Overall the Tablet was well made, had lots of processing power and felt like a well rounded unit with a good mix of features.
Being from Waterloo and friends with a lot of RIM employees makes me a bit biased but I think playbook is the best tablet hardware so far. ipad2 feels like design class project and sacrafices too much personality for those clean lines. It’s also too large and heavy to be used for more than 10 minutes at a time. The soft-touch back alone makes the playbook a joy to handle and the tiny size actually hits a nice sweet spot of portability and usefulness. Perfect for web browsing.
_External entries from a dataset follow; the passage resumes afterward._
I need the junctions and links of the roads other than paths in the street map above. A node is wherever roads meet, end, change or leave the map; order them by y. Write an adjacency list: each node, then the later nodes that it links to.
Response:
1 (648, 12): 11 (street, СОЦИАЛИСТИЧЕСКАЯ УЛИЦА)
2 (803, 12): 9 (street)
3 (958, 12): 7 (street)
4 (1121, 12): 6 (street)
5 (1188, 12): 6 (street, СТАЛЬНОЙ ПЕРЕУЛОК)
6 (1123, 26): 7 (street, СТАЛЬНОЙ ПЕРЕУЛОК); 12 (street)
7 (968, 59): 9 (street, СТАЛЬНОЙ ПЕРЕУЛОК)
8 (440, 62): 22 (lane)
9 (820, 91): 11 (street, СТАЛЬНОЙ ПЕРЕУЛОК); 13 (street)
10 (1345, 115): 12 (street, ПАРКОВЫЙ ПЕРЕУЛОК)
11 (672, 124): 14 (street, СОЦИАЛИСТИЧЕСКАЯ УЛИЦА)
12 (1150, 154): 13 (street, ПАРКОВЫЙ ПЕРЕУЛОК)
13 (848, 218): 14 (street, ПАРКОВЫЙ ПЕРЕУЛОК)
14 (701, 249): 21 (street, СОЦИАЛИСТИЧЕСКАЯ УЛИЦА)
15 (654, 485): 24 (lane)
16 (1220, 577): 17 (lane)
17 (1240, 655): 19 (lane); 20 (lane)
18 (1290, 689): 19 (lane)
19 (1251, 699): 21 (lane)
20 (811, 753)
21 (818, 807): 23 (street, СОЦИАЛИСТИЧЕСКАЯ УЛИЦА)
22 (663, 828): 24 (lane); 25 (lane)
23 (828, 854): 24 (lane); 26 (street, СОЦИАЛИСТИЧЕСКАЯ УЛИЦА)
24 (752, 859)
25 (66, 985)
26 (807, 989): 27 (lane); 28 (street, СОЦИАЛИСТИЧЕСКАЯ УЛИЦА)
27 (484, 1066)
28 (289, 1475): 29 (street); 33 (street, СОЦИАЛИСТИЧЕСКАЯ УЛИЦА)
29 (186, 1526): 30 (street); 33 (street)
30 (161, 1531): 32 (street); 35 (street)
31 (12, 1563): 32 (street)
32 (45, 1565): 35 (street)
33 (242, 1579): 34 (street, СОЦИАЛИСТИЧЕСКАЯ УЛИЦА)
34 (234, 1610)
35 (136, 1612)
The software is obviously less good but it’s already improved quite a bit since it was released and since RIM is commited to QNX for future models and product lines like phones the updates should keep rolling in. The basic elements are all there and better than the other tablet OSs to boot.
On iPhone the doubletap to switch apps is an acceptable solution based on the form factor. It just doesn’t work on iPad. Apple can talk about magic all they want, 1 button isn’t enough for iPad. And iOS notifications are terrible on iPhone. on iPad they are downright unacceptable. It’s too big a device to have your entire experience interrupted by a new tweet. Android 3 is a mess of half finished UI concepts and those stupid widgets look nice in demos but day to day just get in your way. Playbook’s gestures are an incredible way to interact with the OS and apps in a fairly intuative and conext-aware way. Video out actually works too, allowing mirror and dual display in a very simple way.
I’m not ready to buy one yet but when the native email update hits along with some other fixes/updates I’m hearing about I’ll likely pick one up.